As you move out of the "honeymoon phase" (no actual honeymoon required) and find your new normal, you may be totally fine with having sex less often. Or you might miss what sex was like in the early days of your relationship. You might wonder, what would happen if you went back to having sex every day?
How many people have sex every day?
It’s actually pretty rare for couples to have sex every day. A 2017 YouGov survey found that only 4% of adults say they have sex at least once a day. More common answers were a few times a week (14%), once a week (8%), and a few times a month (14%). But when asked how often they would like to have sex, those numbers got a little higher. 13% of respondents said they would like to have sex every day, while 26% said their ideal frequency would be a few times a week (additionally, 12% said once a week, and 10% said a few times a month).
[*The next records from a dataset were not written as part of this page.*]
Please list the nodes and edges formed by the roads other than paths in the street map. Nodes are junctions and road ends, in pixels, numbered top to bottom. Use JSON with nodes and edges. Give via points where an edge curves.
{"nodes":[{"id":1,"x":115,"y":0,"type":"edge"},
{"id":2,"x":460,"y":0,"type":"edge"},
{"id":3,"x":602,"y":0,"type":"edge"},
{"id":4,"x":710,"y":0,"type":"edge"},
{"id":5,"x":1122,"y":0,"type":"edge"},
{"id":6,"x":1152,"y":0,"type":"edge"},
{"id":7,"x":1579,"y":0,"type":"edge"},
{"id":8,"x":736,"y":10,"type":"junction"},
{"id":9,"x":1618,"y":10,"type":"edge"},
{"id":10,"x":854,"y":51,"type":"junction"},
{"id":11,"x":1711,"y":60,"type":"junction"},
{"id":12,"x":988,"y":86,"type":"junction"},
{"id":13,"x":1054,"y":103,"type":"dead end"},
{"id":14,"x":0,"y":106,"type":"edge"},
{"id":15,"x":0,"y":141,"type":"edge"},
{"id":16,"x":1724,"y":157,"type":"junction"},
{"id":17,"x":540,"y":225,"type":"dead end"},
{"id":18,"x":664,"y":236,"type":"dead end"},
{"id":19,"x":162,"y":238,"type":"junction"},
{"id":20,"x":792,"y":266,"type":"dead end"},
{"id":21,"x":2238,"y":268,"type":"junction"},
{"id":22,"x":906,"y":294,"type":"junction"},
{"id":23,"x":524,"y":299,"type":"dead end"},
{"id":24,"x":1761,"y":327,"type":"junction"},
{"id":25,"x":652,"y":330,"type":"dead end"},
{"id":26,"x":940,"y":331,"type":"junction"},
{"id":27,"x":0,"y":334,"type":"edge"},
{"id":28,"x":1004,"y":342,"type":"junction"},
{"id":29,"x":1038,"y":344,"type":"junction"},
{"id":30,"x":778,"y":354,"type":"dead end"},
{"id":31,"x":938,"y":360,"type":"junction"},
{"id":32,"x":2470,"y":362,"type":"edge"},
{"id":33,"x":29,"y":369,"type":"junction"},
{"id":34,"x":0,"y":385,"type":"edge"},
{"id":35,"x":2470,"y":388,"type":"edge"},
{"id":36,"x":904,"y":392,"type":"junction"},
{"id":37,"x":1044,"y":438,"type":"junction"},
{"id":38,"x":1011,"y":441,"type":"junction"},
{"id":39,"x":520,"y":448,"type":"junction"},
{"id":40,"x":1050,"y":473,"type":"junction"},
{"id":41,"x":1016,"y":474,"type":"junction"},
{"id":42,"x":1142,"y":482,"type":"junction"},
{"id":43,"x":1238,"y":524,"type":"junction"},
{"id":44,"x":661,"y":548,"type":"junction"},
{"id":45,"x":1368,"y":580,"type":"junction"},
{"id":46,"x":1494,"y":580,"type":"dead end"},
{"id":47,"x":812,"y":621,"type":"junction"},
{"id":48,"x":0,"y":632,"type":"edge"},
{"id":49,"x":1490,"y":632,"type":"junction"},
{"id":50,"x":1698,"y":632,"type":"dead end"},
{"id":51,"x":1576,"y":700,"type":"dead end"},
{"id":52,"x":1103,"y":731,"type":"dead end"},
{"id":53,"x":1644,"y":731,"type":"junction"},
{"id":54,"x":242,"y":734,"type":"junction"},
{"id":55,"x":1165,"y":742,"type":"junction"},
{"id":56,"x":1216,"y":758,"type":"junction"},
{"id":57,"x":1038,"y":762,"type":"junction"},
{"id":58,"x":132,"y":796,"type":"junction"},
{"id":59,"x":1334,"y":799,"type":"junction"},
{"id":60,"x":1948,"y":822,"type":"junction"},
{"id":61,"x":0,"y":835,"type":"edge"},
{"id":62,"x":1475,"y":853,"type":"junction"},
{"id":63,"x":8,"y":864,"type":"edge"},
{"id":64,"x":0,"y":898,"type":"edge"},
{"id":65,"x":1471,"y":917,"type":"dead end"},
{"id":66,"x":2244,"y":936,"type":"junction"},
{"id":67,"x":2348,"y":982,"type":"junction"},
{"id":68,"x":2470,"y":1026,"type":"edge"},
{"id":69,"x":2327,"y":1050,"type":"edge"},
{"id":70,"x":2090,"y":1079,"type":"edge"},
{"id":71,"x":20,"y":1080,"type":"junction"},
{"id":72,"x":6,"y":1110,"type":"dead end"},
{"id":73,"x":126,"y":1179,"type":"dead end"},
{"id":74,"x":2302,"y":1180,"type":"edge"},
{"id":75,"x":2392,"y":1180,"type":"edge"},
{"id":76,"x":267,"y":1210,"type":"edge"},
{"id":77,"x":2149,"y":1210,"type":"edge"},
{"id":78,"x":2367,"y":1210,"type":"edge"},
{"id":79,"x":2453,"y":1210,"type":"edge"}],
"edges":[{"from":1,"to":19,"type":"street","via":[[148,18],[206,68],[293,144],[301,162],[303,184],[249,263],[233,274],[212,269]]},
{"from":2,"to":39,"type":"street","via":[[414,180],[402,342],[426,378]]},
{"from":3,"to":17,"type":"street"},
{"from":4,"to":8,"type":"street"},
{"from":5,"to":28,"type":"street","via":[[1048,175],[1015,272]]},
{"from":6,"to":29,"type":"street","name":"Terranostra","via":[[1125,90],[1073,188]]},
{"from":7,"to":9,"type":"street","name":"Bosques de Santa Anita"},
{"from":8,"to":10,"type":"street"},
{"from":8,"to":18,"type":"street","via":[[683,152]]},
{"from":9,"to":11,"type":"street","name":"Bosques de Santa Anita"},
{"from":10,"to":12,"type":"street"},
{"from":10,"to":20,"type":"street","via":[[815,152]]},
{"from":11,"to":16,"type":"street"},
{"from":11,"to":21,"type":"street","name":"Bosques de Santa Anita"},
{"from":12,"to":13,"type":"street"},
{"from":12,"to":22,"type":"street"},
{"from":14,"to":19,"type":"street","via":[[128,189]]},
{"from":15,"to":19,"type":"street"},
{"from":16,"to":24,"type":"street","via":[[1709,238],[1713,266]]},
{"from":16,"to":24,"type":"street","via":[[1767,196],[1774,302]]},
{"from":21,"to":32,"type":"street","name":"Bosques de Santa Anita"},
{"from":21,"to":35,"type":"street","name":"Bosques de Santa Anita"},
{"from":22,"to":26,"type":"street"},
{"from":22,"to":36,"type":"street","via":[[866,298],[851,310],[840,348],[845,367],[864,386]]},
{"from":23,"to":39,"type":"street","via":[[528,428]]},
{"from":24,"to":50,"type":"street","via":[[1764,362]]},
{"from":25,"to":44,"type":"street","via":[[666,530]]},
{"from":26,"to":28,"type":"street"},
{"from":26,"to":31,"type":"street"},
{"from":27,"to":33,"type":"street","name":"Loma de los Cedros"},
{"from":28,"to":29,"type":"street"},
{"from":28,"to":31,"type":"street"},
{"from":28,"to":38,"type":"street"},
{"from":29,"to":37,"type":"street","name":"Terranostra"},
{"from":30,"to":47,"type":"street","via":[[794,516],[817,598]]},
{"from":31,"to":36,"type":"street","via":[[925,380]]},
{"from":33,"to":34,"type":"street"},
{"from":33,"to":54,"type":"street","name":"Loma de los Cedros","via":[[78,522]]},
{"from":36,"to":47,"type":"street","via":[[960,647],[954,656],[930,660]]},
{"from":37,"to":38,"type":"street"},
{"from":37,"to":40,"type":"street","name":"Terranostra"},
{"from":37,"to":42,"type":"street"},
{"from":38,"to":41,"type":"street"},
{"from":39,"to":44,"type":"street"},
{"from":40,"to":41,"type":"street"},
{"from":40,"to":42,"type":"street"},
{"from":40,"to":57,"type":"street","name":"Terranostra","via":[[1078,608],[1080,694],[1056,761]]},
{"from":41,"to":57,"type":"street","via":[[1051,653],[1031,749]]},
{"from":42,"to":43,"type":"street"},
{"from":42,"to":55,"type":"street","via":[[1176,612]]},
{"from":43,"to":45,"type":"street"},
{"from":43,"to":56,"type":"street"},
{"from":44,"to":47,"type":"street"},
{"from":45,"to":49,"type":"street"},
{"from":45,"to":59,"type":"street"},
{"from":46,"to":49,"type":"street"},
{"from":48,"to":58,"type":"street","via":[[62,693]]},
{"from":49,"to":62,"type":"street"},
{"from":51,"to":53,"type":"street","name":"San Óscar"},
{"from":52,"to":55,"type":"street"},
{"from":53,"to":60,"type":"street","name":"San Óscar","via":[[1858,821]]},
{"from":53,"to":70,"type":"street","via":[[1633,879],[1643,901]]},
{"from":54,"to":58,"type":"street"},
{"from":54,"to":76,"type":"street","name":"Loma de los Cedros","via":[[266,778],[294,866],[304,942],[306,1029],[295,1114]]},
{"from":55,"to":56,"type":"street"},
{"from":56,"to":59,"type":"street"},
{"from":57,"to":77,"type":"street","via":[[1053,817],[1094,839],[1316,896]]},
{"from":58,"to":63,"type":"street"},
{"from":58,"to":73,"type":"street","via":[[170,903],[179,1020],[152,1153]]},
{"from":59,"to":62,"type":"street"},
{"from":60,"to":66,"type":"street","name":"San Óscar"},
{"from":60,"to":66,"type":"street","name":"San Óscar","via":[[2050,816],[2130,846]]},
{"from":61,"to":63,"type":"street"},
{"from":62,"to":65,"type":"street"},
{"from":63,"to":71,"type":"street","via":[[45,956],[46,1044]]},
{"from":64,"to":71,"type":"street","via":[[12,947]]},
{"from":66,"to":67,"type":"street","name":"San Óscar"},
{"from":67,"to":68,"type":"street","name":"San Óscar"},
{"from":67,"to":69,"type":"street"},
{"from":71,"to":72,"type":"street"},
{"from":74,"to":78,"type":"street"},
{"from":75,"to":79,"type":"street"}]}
Is it good to have sex every day?
There are benefits to having sex regularly: sex reduces stress, promotes bonding, and even increases self-esteem. And while you might have to get slightly less sleep, there aren’t any major drawbacks to having sex every day. In fact, there are no shortage of books and articles out there challenging people to have sex every day for a week, a month, or a year, saying that it will improve your relationship. But is having sex every day really a sustainable goal?
How to have sex every day — if you want to
“Having sex daily can be a realistic goal, if that's what you and your partner are interested in; it also depends on your definition of sex,” Brianna Rader, CEO and founder of sex and relationship coaching app Juicebox, tells Refinery29.
“If your definition of sex includes mutual masturbation or cuddling together while each of you gets off, then that makes a daily sexual routine more realistic,” she explains. “There are other ways to have intimacy besides penetrative sex, and opening up to different definitions of sex will likely increase your frequency of sex. Explore more options for varying situations and scheduling limitations.”
However, the frequency of sex isn’t the most important factor in evaluating your sex life. “I think the quality of sex is far more important than quantity,” Radner points out. “Would you rather have sex twice a week with long, 1.5 hour-plus sessions with multiple orgasms, or quick, mediocre sessions each day?”
She adds that certain types of sex require more prep time or recovery time. This means that if you do have sex every day, you might end up having types of sex you enjoy less. “Sometimes the type of sex you want to have requires preparation (like anal sex) that would be exhausting to do daily. Or, if you like rougher sex, you may want breaks between sessions to recover from soreness,” she says.
Ultimately, if you and your partner are happy with your sex life, you don’t need to have sex every day. As Radner puts it, “Don't get caught up in the numbers!”